Task brief:
State only how many lines below include the string "other".

Data provided:
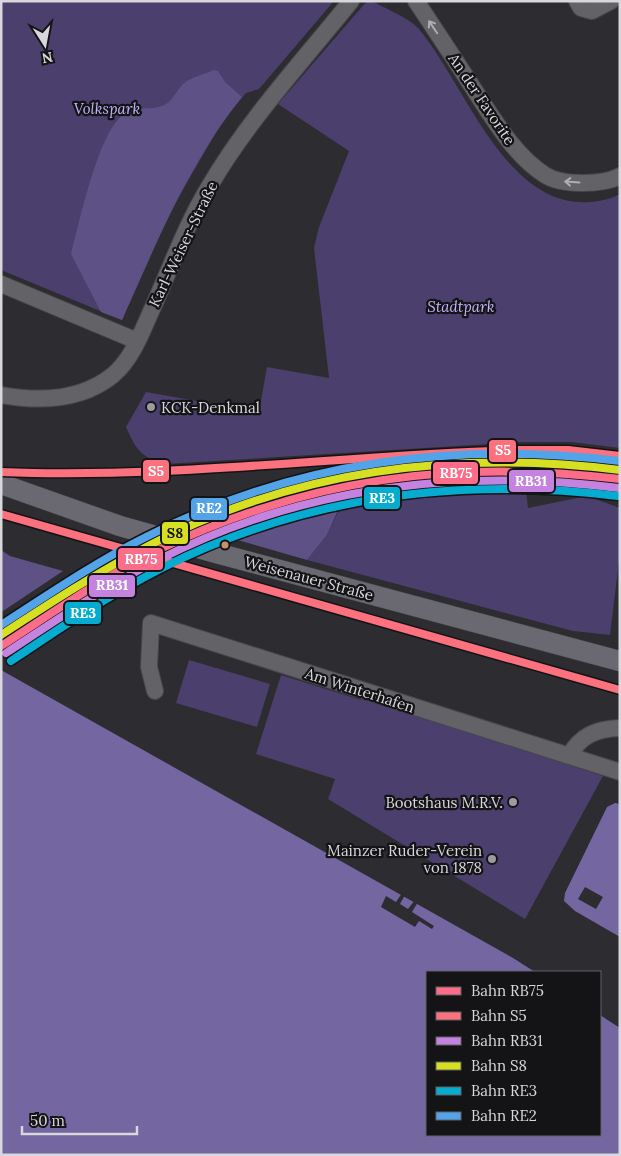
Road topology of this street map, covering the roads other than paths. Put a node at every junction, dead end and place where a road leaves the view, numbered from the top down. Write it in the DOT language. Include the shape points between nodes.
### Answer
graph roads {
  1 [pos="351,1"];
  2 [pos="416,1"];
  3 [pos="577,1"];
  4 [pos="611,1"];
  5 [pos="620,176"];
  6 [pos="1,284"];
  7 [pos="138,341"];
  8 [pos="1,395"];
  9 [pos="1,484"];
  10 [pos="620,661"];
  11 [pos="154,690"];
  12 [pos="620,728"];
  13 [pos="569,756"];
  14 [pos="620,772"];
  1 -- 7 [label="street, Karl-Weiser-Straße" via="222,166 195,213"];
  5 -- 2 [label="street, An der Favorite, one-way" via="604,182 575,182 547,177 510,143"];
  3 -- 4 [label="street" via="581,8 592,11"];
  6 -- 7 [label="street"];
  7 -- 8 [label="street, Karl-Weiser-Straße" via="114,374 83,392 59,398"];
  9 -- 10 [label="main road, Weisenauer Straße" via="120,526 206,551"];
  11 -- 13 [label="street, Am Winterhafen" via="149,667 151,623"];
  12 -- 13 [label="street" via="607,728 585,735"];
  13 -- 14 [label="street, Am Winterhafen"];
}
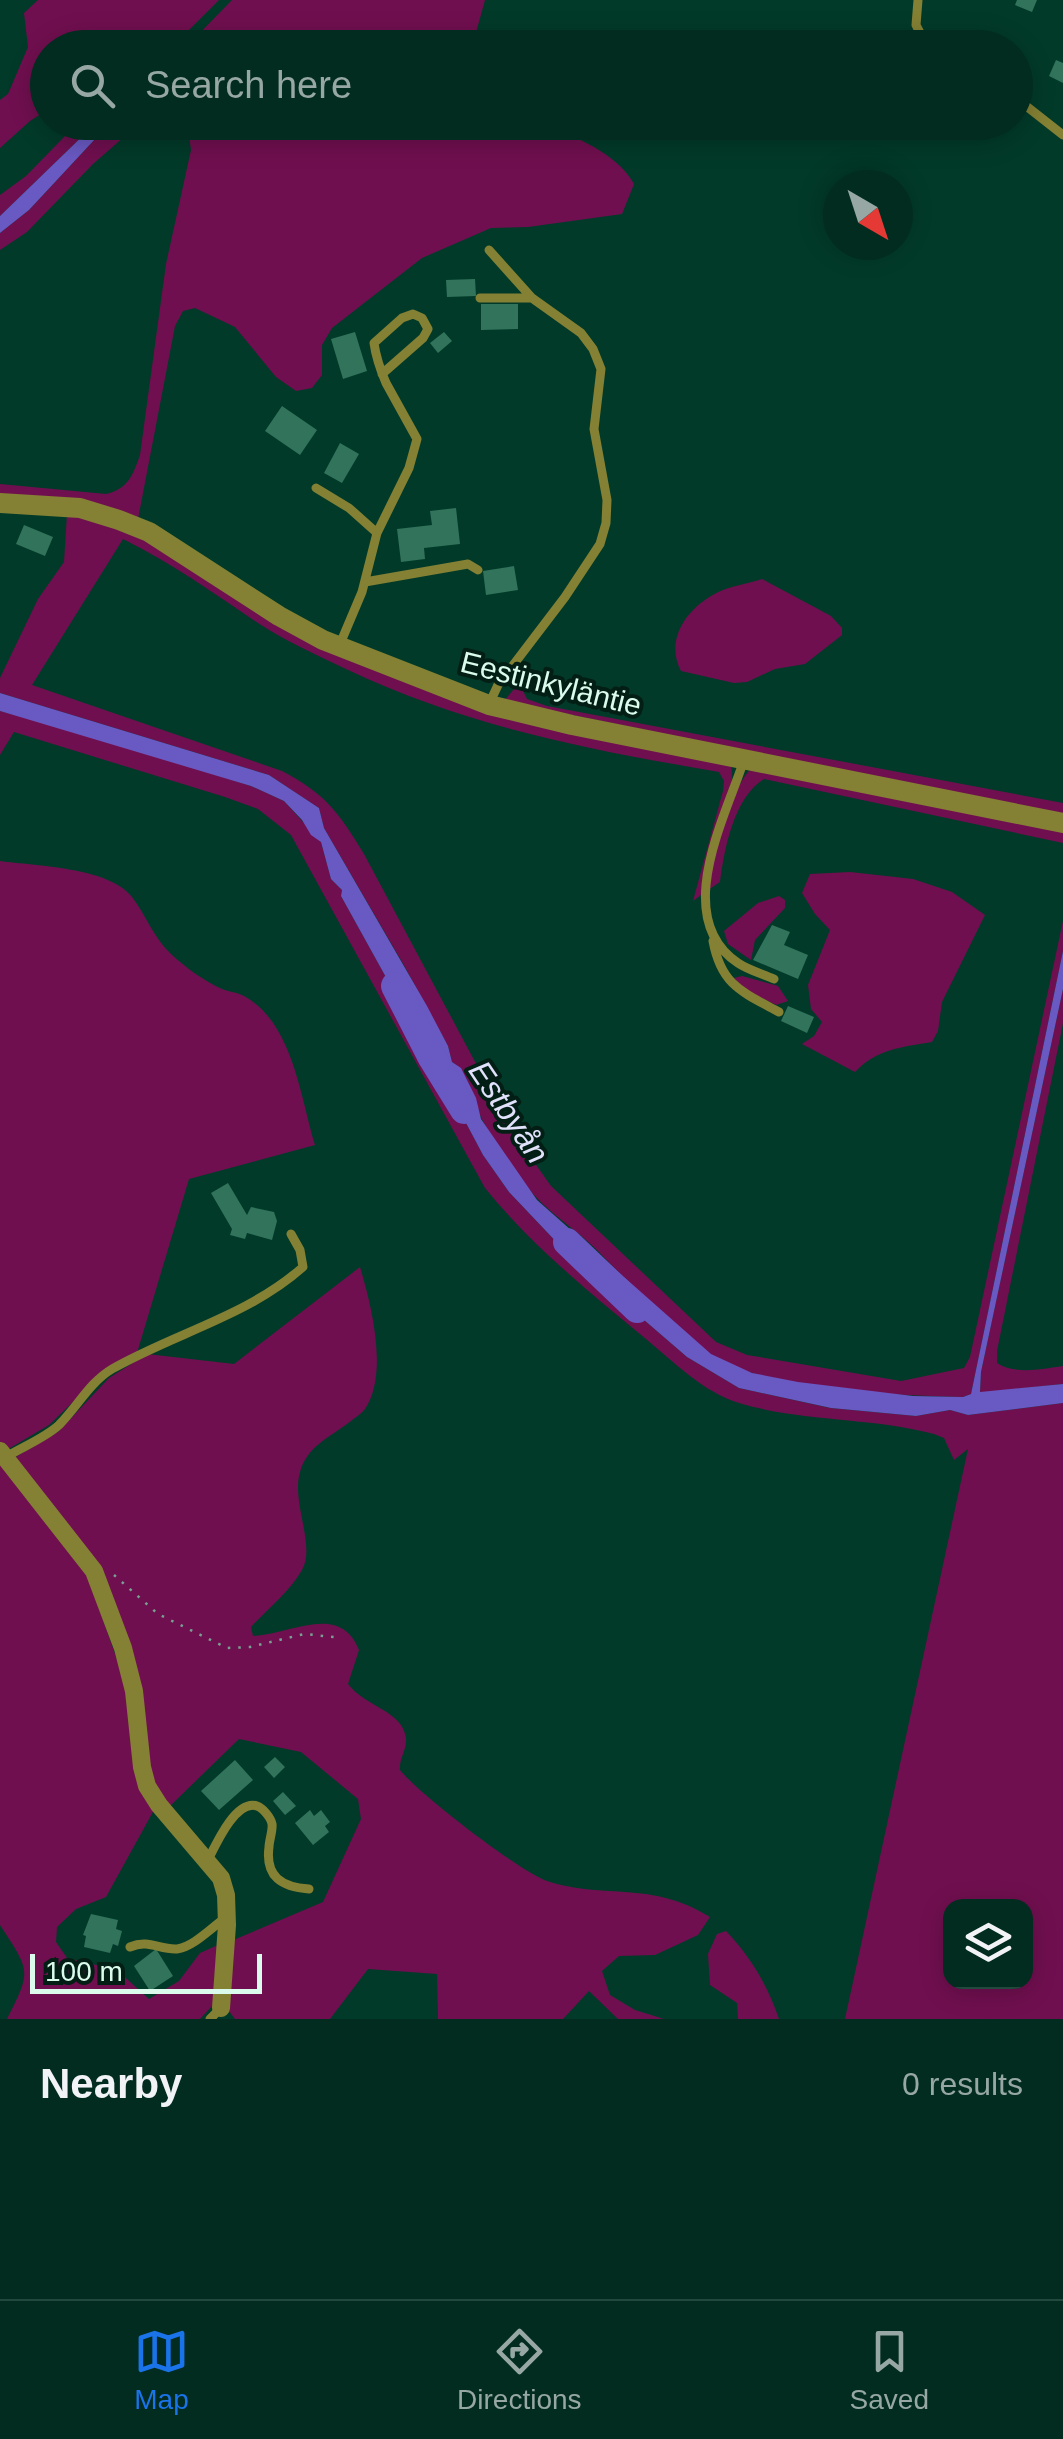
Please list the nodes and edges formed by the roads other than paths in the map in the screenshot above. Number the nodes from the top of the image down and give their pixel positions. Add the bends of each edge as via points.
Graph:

* * *

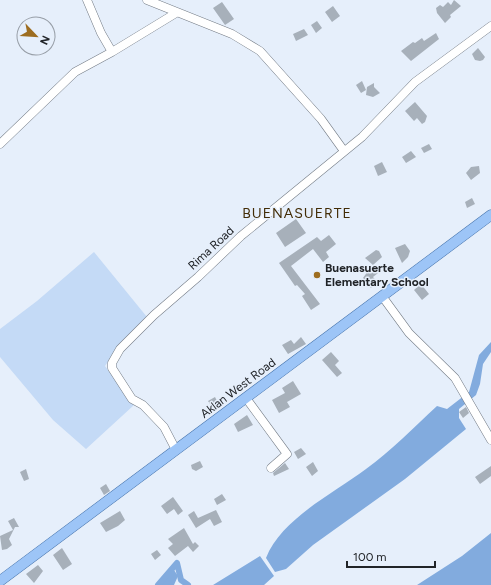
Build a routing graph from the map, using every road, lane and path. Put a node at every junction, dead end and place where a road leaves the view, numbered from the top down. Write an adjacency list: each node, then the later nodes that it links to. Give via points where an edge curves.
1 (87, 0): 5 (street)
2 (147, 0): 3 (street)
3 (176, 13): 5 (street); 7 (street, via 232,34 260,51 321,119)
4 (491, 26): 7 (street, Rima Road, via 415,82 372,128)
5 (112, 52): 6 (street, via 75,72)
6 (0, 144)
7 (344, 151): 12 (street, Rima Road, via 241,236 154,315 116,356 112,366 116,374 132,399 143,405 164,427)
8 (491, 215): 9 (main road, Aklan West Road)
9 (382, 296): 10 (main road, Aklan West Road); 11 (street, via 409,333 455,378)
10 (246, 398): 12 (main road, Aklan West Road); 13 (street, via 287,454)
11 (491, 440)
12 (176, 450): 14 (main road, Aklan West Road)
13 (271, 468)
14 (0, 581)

Answer to this task:
2